The Porce III Dam is an embankment dam on the Porce River 90 km northeast of Medellín in Antioquia Department, Colombia. The dam was constructed between 2004 and 2011 for the primary purpose of hydroelectric power generation.

==Background==
Between 1974 and 1976, hydrological studies were carried out on the Porce River and between 1982 and 1983, studies regarding the river's hydroelectric development were completed. The study recommended the five projects, Porce I, Porce II, Porce III, Porce IV and Ermitaño. In December 1984, the feasibility report for Porce III was submitted and complementary studies were carried out between 1986 and 1996. In 2002, the design and consultancy contracts were awarded along with the environmental license issued. In 2004, construction on the dam began and the river was diverted by 2007. By 2010, the dam began to impound the reservoir and was complete by 2010. Between 2011, all four generators were commissioned.

==Design and operation==
The Porce III Dam is a 151 m tall and 426 m long concrete-face rock-fill type embankment dam. Its base width is about 400 m and it has a fill volume of 4155000 m3. The dam's spillway is a chute-type and is located on its left side. It is controlled by four radial gates and has a maximum discharge of 10850 m3/s.
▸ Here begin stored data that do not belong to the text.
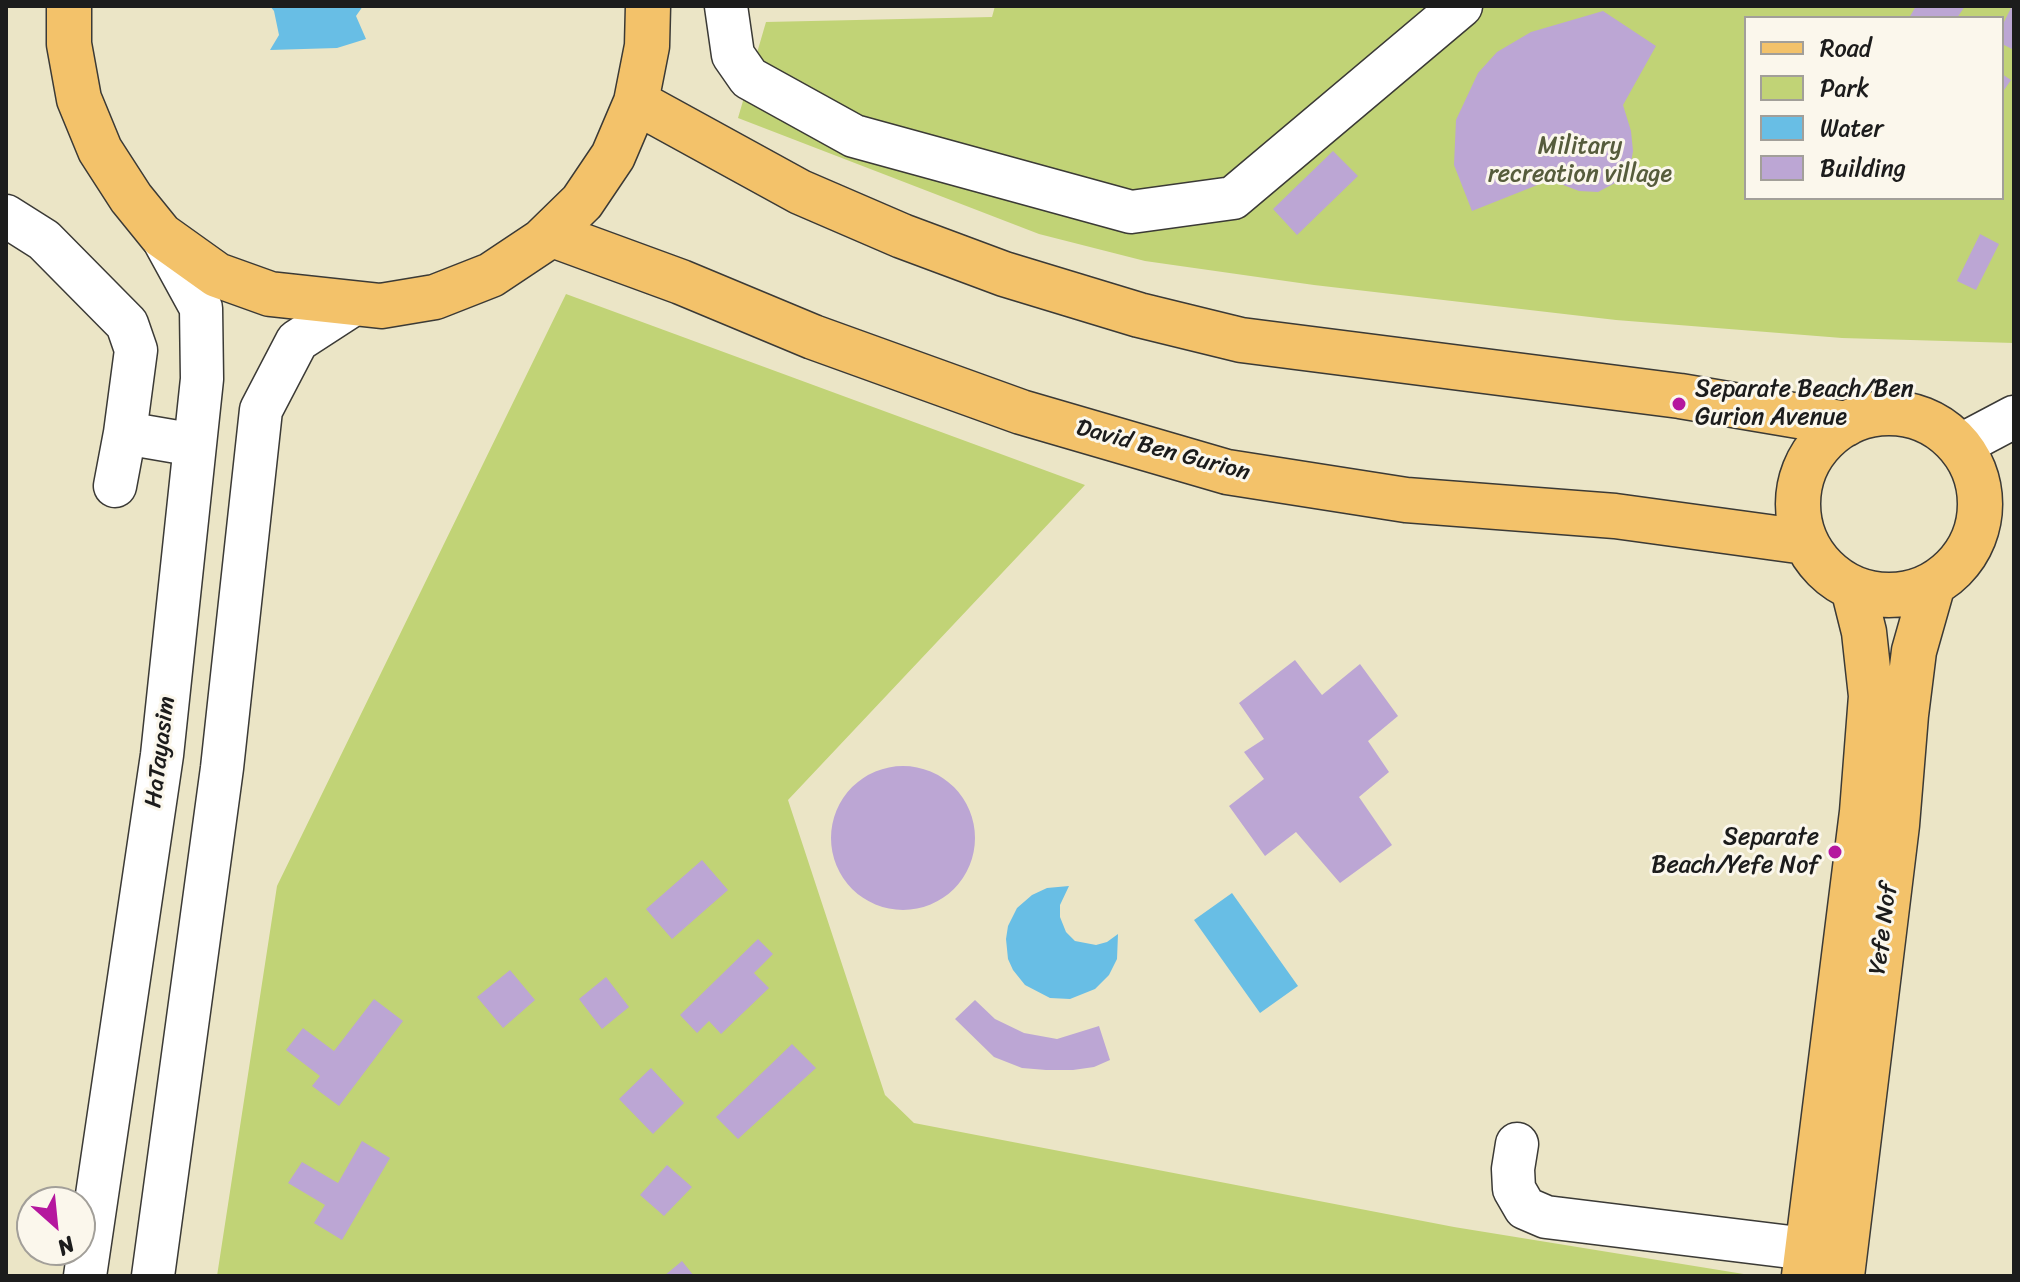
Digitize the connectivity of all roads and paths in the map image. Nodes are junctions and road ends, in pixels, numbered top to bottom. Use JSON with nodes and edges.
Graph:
{"nodes":[{"id":1,"x":69,"y":6,"type":"edge"},
{"id":2,"x":648,"y":6,"type":"edge"},
{"id":3,"x":726,"y":6,"type":"edge"},
{"id":4,"x":1461,"y":6,"type":"edge"},
{"id":5,"x":636,"y":102,"type":"junction"},
{"id":6,"x":6,"y":216,"type":"edge"},
{"id":7,"x":550,"y":234,"type":"junction"},
{"id":8,"x":161,"y":235,"type":"junction"},
{"id":9,"x":354,"y":304,"type":"junction"},
{"id":10,"x":2014,"y":417,"type":"edge"},
{"id":11,"x":1846,"y":424,"type":"junction"},
{"id":12,"x":125,"y":433,"type":"junction"},
{"id":13,"x":195,"y":445,"type":"junction"},
{"id":14,"x":1961,"y":445,"type":"junction"},
{"id":15,"x":115,"y":486,"type":"dead end"},
{"id":16,"x":1805,"y":542,"type":"junction"},
{"id":17,"x":1933,"y":584,"type":"junction"},
{"id":18,"x":1853,"y":588,"type":"junction"},
{"id":19,"x":1517,"y":1144,"type":"dead end"},
{"id":20,"x":1806,"y":1263,"type":"edge"},
{"id":21,"x":81,"y":1268,"type":"edge"},
{"id":22,"x":153,"y":1276,"type":"edge"},
{"id":23,"x":1842,"y":1276,"type":"edge"}],
"edges":[{"from":1,"to":8,"type":"main road"},
{"from":2,"to":5,"type":"main road"},
{"from":3,"to":4,"type":"street"},
{"from":5,"to":7,"type":"main road"},
{"from":5,"to":11,"type":"main road"},
{"from":6,"to":12,"type":"street"},
{"from":7,"to":9,"type":"main road"},
{"from":7,"to":16,"type":"main road","name":"David Ben Gurion"},
{"from":8,"to":9,"type":"main road"},
{"from":8,"to":13,"type":"street","name":"HaTayasim"},
{"from":9,"to":22,"type":"street"},
{"from":10,"to":14,"type":"street"},
{"from":11,"to":14,"type":"main road"},
{"from":11,"to":16,"type":"main road"},
{"from":12,"to":13,"type":"street"},
{"from":12,"to":15,"type":"street"},
{"from":13,"to":21,"type":"street","name":"HaTayasim"},
{"from":14,"to":17,"type":"main road"},
{"from":16,"to":18,"type":"main road"},
{"from":17,"to":18,"type":"main road"},
{"from":17,"to":23,"type":"main road","name":"Yefe Nof"},
{"from":18,"to":20,"type":"main road","name":"Yefe Nof"},
{"from":19,"to":20,"type":"street"}]}
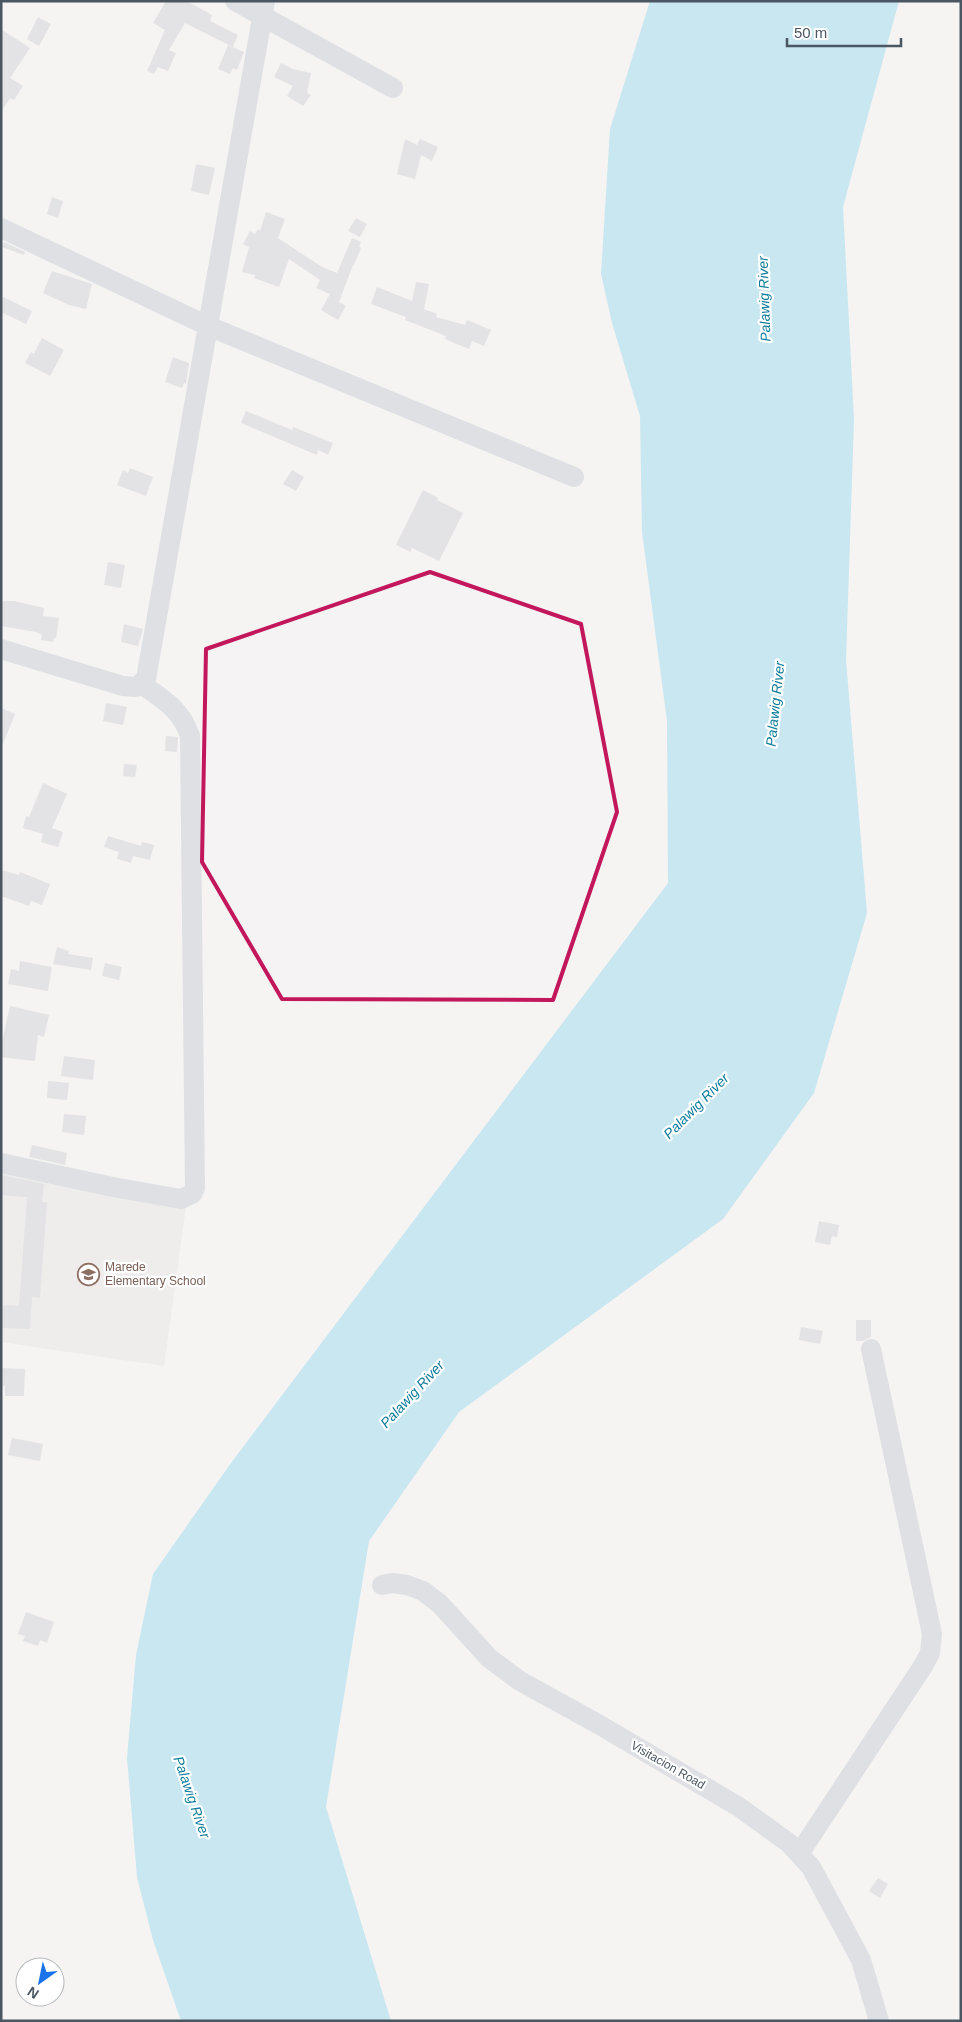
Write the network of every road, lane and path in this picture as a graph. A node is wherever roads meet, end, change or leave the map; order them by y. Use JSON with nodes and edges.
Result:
{"nodes":[{"id":1,"x":235,"y":1,"type":"edge"},
{"id":2,"x":264,"y":9,"type":"edge"},
{"id":3,"x":393,"y":88,"type":"dead end"},
{"id":4,"x":1,"y":228,"type":"edge"},
{"id":5,"x":208,"y":326,"type":"junction"},
{"id":6,"x":574,"y":477,"type":"dead end"},
{"id":7,"x":1,"y":649,"type":"edge"},
{"id":8,"x":141,"y":684,"type":"junction"},
{"id":9,"x":1,"y":1163,"type":"edge"},
{"id":10,"x":871,"y":1349,"type":"dead end"},
{"id":11,"x":382,"y":1585,"type":"dead end"},
{"id":12,"x":799,"y":1854,"type":"junction"},
{"id":13,"x":879,"y":2021,"type":"edge"}],
"edges":[{"from":1,"to":2,"type":"street"},
{"from":2,"to":3,"type":"street"},
{"from":2,"to":5,"type":"street"},
{"from":4,"to":5,"type":"street"},
{"from":5,"to":6,"type":"street"},
{"from":5,"to":8,"type":"street"},
{"from":7,"to":8,"type":"street"},
{"from":8,"to":9,"type":"street"},
{"from":10,"to":12,"type":"street"},
{"from":11,"to":12,"type":"street","name":"Visitacion Road"},
{"from":12,"to":13,"type":"street","name":"Visitacion Road"}]}
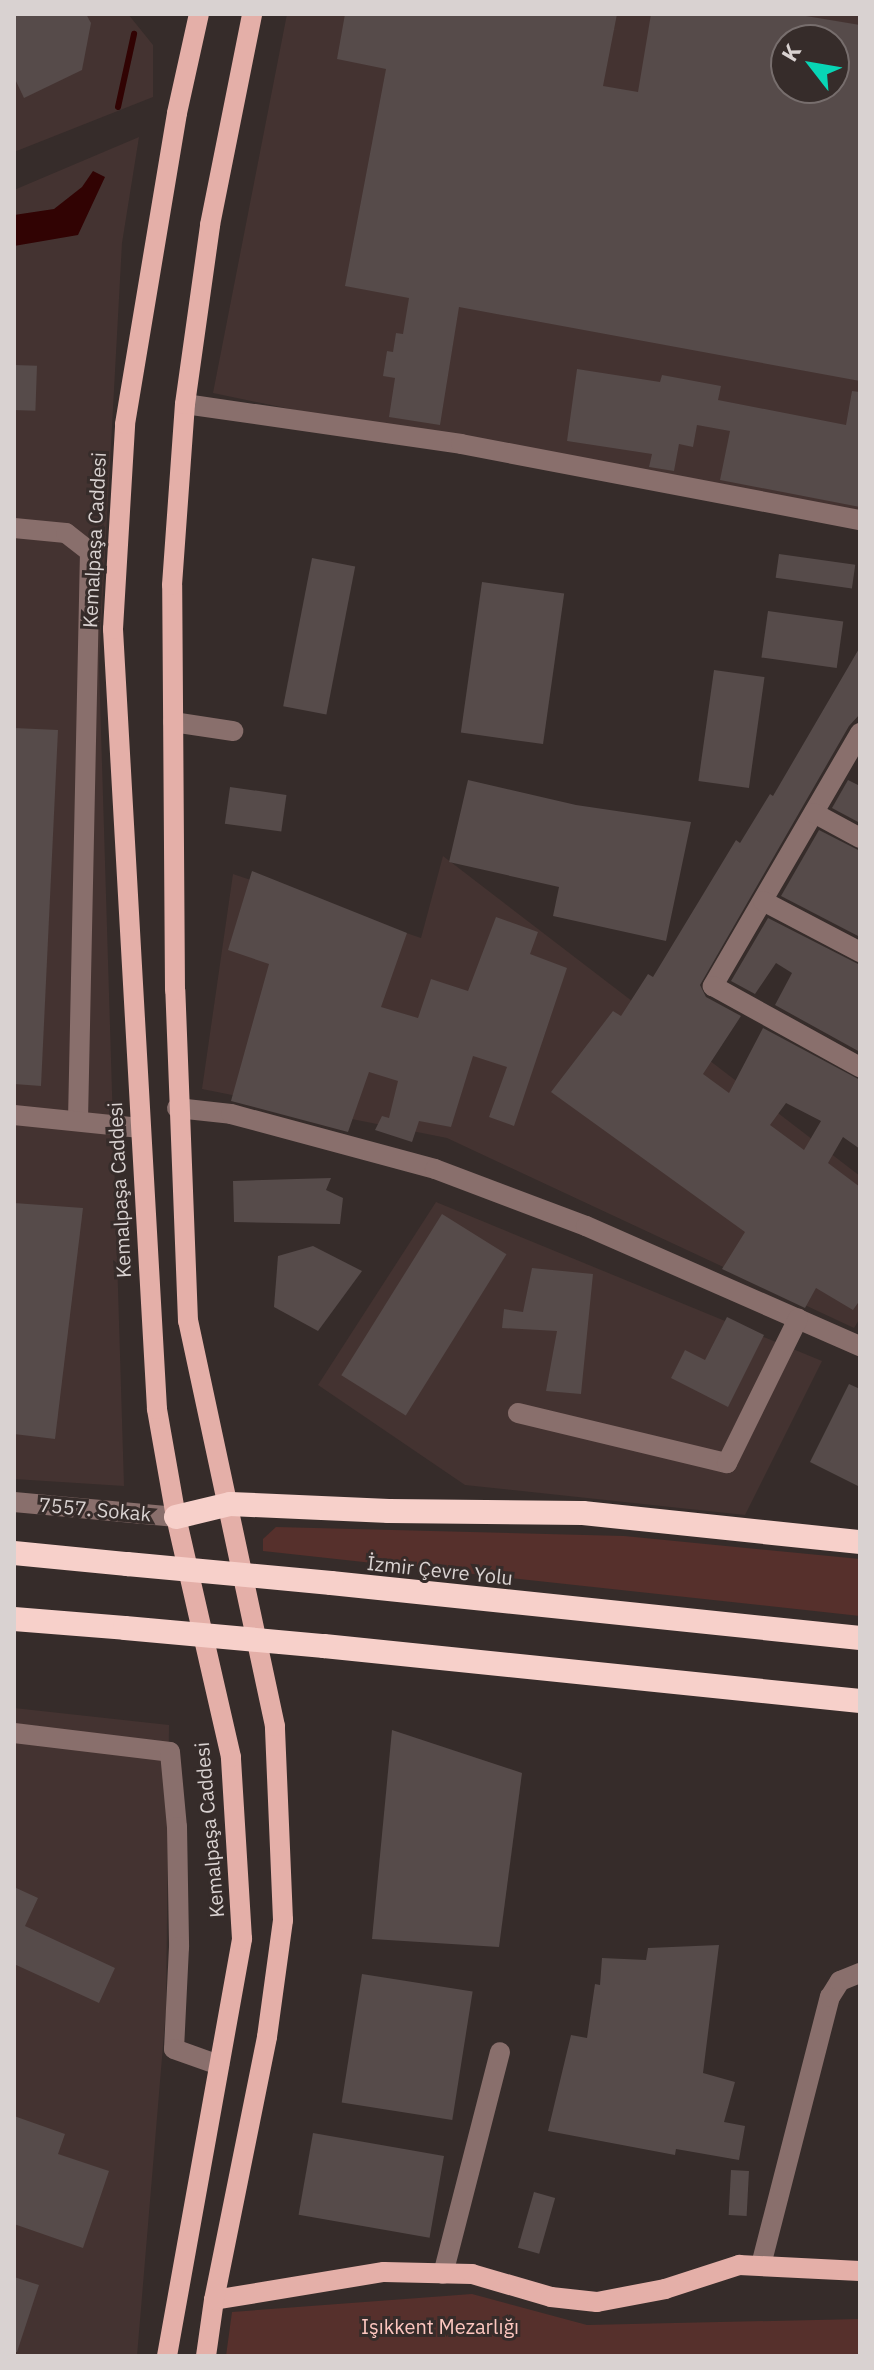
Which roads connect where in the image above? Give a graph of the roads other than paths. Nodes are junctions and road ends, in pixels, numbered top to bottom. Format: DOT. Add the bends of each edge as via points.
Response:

The reservoir created by the dam has a 170000000 m3 capacity of which 127000000 m3 is active capacity. The reservoir has a surface area of 4.6 km2. The catchment area for the dam and reservoir is 3756 km2. A submerged intake on the reservoir's left bank conducts water to the power station initially via a 12 m long and 10.2 m diameter upper headrace tunnel. At the terminus of this short tunnel, the water drops 149 m vertical shaft to the lower headrace tunnel which has the same diameter of the upper but is 304 m long. At the end of the lower headrace, it converts into four penstocks to supply each of the underground power house's 211 MW Francis turbines with water. Once ejected from the power plant, it enters over 1000 m of tailrace tunneling and is returned to the Porce River.